On Friday morning, Acosta appeared alongside Trump at the White House to make the announcement that he was stepping down. “I just want to let you know, this was him, not me, because I am with him,” Trump said. “He’s a tremendous talent. He’s a Hispanic man. He went to Harvard, a great student. And in so many ways I just hate what he is saying now, because we are going to miss him.” Acosta said, “I do not think it is right and fair for this Administration’s Labor Department to have Epstein as the focus, rather than the incredible economy we have today. . . . It would be selfish for me to stay in this position and continue talking about a case that is twelve years old.”

During the next few days, we may learn more about whether Acosta jumped or was pushed. Evidently, Trump was initially unwilling to give in to Democratic demands for the Labor Secretary to resign. On Wednesday, Axios’s Jonathan Swan reported, on Twitter, “A source close to President Trump tells me there is ‘zero’ chance he fires Labor Secretary Alex Acosta over his handling of the Jeffrey Epstein case. “ ‘Zero,’ they repeated.” However, Politico reported that Mick Mulvaney, Trump’s chief of staff, was quietly urging Trump to dismiss Acosta, and it seemed inconceivable that the Administration would keep the Labor Secretary in place as the case in the Southern District proceeded and more of Epstein’s victims emerged, creating more questions about the 2008 plea deal.

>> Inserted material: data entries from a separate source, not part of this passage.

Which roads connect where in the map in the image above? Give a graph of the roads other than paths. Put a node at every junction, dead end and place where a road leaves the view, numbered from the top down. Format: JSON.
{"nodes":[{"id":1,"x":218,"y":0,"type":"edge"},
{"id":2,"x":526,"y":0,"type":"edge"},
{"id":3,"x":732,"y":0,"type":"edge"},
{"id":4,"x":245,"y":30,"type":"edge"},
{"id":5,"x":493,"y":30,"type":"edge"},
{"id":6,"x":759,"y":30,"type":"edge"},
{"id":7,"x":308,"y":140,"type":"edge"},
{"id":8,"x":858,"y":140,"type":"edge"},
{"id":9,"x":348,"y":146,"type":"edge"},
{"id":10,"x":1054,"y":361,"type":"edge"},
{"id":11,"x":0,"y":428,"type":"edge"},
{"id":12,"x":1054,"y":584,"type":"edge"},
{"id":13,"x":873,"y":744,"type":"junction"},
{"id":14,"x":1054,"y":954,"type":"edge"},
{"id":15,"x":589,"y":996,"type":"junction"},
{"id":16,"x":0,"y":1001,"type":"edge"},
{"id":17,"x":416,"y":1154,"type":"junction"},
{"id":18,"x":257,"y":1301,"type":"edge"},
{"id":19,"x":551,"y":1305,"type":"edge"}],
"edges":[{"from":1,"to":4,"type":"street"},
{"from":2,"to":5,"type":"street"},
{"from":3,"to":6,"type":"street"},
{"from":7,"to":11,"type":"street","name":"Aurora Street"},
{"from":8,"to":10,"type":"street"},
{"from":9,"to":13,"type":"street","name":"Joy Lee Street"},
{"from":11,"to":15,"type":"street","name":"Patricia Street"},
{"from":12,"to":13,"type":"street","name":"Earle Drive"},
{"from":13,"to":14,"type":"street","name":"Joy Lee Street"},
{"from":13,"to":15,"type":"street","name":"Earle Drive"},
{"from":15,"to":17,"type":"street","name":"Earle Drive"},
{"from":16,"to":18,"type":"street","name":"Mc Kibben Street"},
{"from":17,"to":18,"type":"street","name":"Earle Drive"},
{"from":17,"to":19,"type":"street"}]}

In any event, Trump didn’t fire Acosta. He resigned as Trump took the opportunity to distance himself again from Epstein, saying that he banned him from his Mar-a-Lago resort and adding, “I haven’t spoken to him in probably fifteen years or more.” With Acosta’s departure, Trump’s political allies, including some of the online incendiaries who were invited to the White House for Thursday’s “social-media summit,” will surely seek to shift the focus to Epstein’s ties to prominent Democrats, including the former President Bill Clinton.

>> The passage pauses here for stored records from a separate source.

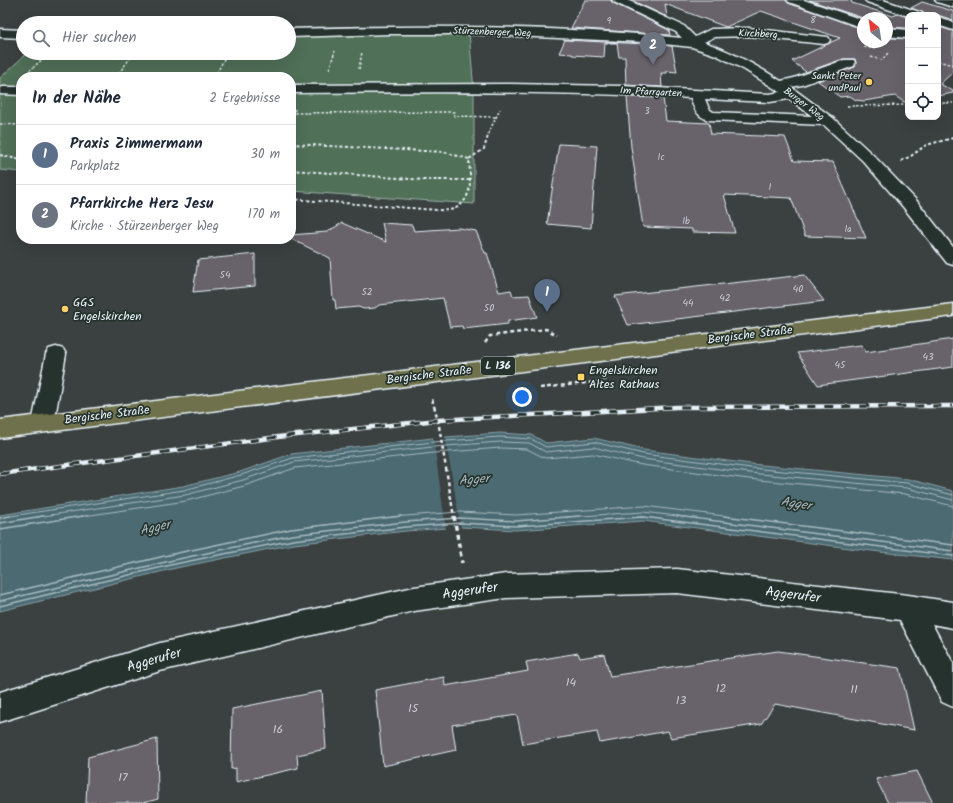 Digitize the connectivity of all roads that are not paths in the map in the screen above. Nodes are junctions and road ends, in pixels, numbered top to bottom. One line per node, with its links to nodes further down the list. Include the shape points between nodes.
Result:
1 (618, 0): 14 (street, Burger Weg, via 680,29)
2 (793, 0): 7 (street)
3 (871, 0): 6 (street)
4 (940, 0): 5 (street)
5 (953, 4)
6 (909, 12)
7 (857, 22)
8 (0, 33): 11 (street)
9 (296, 33): 14 (street, Stürzenberger Weg, via 468,30 645,38)
10 (893, 33): 12 (street)
11 (16, 34)
12 (905, 34)
13 (824, 40): 14 (street, Kirchberg, via 748,32 711,33)
14 (694, 43): 16 (street, Burger Weg, via 720,52)
15 (849, 63): 16 (street, via 797,82)
16 (779, 85): 21 (street, Burger Weg)
17 (296, 89): 20 (street, Im Pfarrgarten, via 510,88)
18 (3, 91): 19 (street)
19 (16, 91)
20 (697, 94): 21 (street, Im Pfarrgarten, via 770,98); 22 (street, via 702,111 709,116)
21 (792, 94): 22 (street, Burger Weg)
22 (828, 121): 23 (street, Burger Weg, via 910,204)
23 (953, 259)
24 (953, 310): 26 (main road, Bergische Straße / L 136)
25 (56, 354): 26 (street)
26 (43, 423): 27 (main road, Bergische Straße / L 136)
27 (0, 429)
28 (908, 608): 29 (street, Aggerufer); 30 (street); 31 (street, Aggerufer, via 677,581 506,586 414,599 160,657)
29 (953, 615)
30 (953, 692)
31 (0, 707)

That is how political warfare goes these days, but the key point bears repeating. The issues raised by the Epstein saga and the plea bargain that Acosta agreed to are systemic, rather than partisan. They go to the heart of the American class system and the manner in which people of great wealth and high social standing are often able to buy their own brand of justice, regardless of how flagrant or hideous their crimes may be.

Acosta didn’t invent this corrupted system: he may even have felt bullied and threatened by it when he was prosecuting Epstein. In a 2011 letter to the Daily Beast, Acosta described how Epstein’s legal team subjected him and his colleagues to “a year long assault,” which included investigating “individual prosecutors and their families, looking for personal peccadilloes that may provide a basis for disqualification.” To be sure, that was reprehensible behavior on the part of Epstein’s lawyers, but the fact is that Acosta was a U.S. Attorney, an agent of the highest power in the land, and many of Epstein’s victims, who tended to come from poor or modest backgrounds, ended up believing, with good reason, that the system had failed them.

Let the last words go to Julie K. Brown. “Sexual assault involving CHILDREN is NOT a Democratic or Republican issue,” Brown commented on Twitter, after Acosta’s press conference on Wednesday. “This horrific crime doesn’t discriminate based on political party. EVERYONE should be asking hard questions about this decisions made in this case … Not just why the deal was made—but because these decisions were made in secret, without telling the victims; by misleading the victims AND likely led to more victims being harmed. That’s not ‘stringing’ a public servant up—it’s called holding him accountable.”